Brief zum "Jahrbuch für Philosophie und phänomenologische Forschung" von 1916









                                                                                                                  Jena, d.30.XI.




Liebe Mutter !
ich bin mit der zeit knauserig geworden - zum Briefeschreiber betraf es immer langer Vorstellung der Notwendigkeit des Unternehmens. Drum bekommst Du jetzt auch keinen Gruss aufs en Sonntag. Immerhin habe ich gestern auf ein inhaltsreiches Päckle von den Grosseltern hin gleich einen langen Brief losgelassen und auch der Tante Gretel (hoffentlich wird es was mit dem „zweifachen Segen“) einen Adventsgruss (aber ganz ohne christliche ??? Hinweise???) und ein kleines Büchle geschickt, ich nahm an, da würde sie eine Freunde dran haben. Bis jetzt habe ich noch nicht einmal Sport gemacht; von Tanzstunden etc überhaupt nicht zu reden. der Tag könnte doppelt so lang sein.
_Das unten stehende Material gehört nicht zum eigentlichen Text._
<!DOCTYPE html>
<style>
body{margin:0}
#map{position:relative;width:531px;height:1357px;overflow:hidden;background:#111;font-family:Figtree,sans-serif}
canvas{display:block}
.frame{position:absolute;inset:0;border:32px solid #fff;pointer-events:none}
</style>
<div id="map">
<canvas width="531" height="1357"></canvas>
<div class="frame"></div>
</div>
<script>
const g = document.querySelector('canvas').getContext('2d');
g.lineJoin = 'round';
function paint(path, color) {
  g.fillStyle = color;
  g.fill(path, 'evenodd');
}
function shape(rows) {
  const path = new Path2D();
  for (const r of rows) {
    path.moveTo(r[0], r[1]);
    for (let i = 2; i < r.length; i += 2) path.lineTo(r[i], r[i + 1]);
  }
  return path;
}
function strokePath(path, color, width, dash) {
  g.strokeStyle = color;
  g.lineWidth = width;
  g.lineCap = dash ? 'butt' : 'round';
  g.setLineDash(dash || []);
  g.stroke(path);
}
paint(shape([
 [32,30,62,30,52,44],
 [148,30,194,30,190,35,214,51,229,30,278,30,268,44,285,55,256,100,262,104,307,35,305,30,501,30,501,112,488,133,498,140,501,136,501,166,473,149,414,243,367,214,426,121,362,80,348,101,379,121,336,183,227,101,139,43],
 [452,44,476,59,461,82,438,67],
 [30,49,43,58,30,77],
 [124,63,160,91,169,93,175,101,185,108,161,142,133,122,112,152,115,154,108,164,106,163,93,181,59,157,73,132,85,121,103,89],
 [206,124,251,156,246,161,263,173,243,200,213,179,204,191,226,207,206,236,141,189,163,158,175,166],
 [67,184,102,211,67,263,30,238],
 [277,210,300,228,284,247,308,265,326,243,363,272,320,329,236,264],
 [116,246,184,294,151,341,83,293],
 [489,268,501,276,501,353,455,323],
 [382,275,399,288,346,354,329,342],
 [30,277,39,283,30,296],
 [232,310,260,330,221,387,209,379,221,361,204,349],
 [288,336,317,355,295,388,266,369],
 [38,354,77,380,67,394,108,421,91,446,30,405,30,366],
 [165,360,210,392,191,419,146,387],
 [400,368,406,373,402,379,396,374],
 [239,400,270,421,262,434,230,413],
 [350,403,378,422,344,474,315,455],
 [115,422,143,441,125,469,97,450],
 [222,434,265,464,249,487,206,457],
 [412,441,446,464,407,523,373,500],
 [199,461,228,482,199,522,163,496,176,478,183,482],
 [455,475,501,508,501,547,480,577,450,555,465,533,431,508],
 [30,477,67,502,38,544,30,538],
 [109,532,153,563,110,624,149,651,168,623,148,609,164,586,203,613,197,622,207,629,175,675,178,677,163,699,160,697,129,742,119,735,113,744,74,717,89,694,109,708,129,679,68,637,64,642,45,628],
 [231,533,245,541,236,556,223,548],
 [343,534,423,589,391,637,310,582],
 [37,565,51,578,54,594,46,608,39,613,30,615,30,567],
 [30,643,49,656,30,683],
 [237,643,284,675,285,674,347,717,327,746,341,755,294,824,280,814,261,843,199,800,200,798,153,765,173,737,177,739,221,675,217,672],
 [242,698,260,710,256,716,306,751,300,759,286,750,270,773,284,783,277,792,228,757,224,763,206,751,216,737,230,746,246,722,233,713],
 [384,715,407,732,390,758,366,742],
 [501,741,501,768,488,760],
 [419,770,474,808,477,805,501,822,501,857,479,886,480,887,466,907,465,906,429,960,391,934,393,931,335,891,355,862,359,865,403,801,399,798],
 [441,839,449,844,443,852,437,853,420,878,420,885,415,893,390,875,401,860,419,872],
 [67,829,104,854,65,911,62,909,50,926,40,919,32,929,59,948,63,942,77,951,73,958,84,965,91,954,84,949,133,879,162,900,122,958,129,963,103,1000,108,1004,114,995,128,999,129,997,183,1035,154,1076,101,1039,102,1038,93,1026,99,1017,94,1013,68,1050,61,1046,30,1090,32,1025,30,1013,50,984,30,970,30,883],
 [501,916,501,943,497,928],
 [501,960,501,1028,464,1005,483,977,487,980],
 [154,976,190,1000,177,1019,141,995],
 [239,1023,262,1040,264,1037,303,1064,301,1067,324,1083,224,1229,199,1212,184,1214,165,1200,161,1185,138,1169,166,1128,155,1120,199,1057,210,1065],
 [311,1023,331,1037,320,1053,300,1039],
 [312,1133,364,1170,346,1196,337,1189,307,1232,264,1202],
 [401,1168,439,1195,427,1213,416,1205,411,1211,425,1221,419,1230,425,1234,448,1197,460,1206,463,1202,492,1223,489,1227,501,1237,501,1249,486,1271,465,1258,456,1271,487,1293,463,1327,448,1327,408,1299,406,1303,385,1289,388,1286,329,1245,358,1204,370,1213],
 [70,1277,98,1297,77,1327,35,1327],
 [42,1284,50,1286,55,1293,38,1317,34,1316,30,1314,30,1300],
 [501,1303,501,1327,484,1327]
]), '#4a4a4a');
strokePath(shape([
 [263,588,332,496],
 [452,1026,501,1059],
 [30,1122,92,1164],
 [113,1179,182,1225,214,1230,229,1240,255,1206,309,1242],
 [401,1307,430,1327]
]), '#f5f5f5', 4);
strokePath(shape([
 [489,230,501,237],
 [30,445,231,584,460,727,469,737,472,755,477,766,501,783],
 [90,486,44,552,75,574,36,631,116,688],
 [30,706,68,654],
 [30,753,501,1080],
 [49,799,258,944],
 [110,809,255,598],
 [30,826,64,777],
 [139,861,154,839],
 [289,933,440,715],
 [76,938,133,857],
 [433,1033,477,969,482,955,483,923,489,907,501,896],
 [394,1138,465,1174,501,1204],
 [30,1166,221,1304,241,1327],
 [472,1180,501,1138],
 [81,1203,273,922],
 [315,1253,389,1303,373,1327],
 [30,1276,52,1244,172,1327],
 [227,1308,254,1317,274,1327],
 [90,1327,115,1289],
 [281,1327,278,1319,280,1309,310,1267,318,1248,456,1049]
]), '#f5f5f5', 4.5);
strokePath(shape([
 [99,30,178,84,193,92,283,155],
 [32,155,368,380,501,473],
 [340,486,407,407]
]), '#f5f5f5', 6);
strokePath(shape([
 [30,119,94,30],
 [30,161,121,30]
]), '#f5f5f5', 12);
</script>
Die vergangene Woche kam ich nid vor Mitternacht ins Bett, dreimal zwischen zwei und drei Uhr. Dafür schlief ich dann auch bis 8 Uhr - aber es ist doch ein bissel wenig Schlaf. Heute Mittag hat es sich dann gezeigt: Als ich nach dem Mittagessen im „Napoleon“ lesen wollte, konnte ich knapp 8 Seiten lang die Aufmerksamkeit aufbringen - dann fielen mir aber die Augen zu. da habe ich mich auf die Couch gelegt und habe prompt durchgeschlafen von 3 1/4 bis 3/4 7 Uhr. Und zwar obwohl sie unten Sturm geläutet haben, um mir mitzuteilen,  ich solle zum Kaffee kommen. - heute hatte ich im Proseminar bei Bauch ein Referat über Hume, Mittwoch bei Linke eines über das Problem der Evidenz in der Geschichte der Philosophie (also nächsten Mittwoch) und in vierzehn Tagen steigt eines in Bauchs Hauptseminar über ein Kapitel seiner „Grundzüge der Ethik“. Die Arbeit hierfür wird in der nächsten Zeit neben der Bearbeitung des Kantkollegs die meiste Zeit und Mühe beanspruchen. -
Weisst Du, dass die Dissertation von Hermann Ritzel nach dessen Tode in dem Jahrbuch von Husserl über „Philosophie und phänomenologische Forschung“ vom 1916 veröffentlicht wurde?
Linke sprach mich daraufhin an. Ich habe dann nachgesehen, und tatsächlich stimmt es. ich werde sie wohl morgen wieder mal in Angriff nehmen.
Leb wohl - ich will endlich mal vor Mitternacht ins Bett. Viele Grüsse und eine schöne Adventszeit Dein Wolfgang.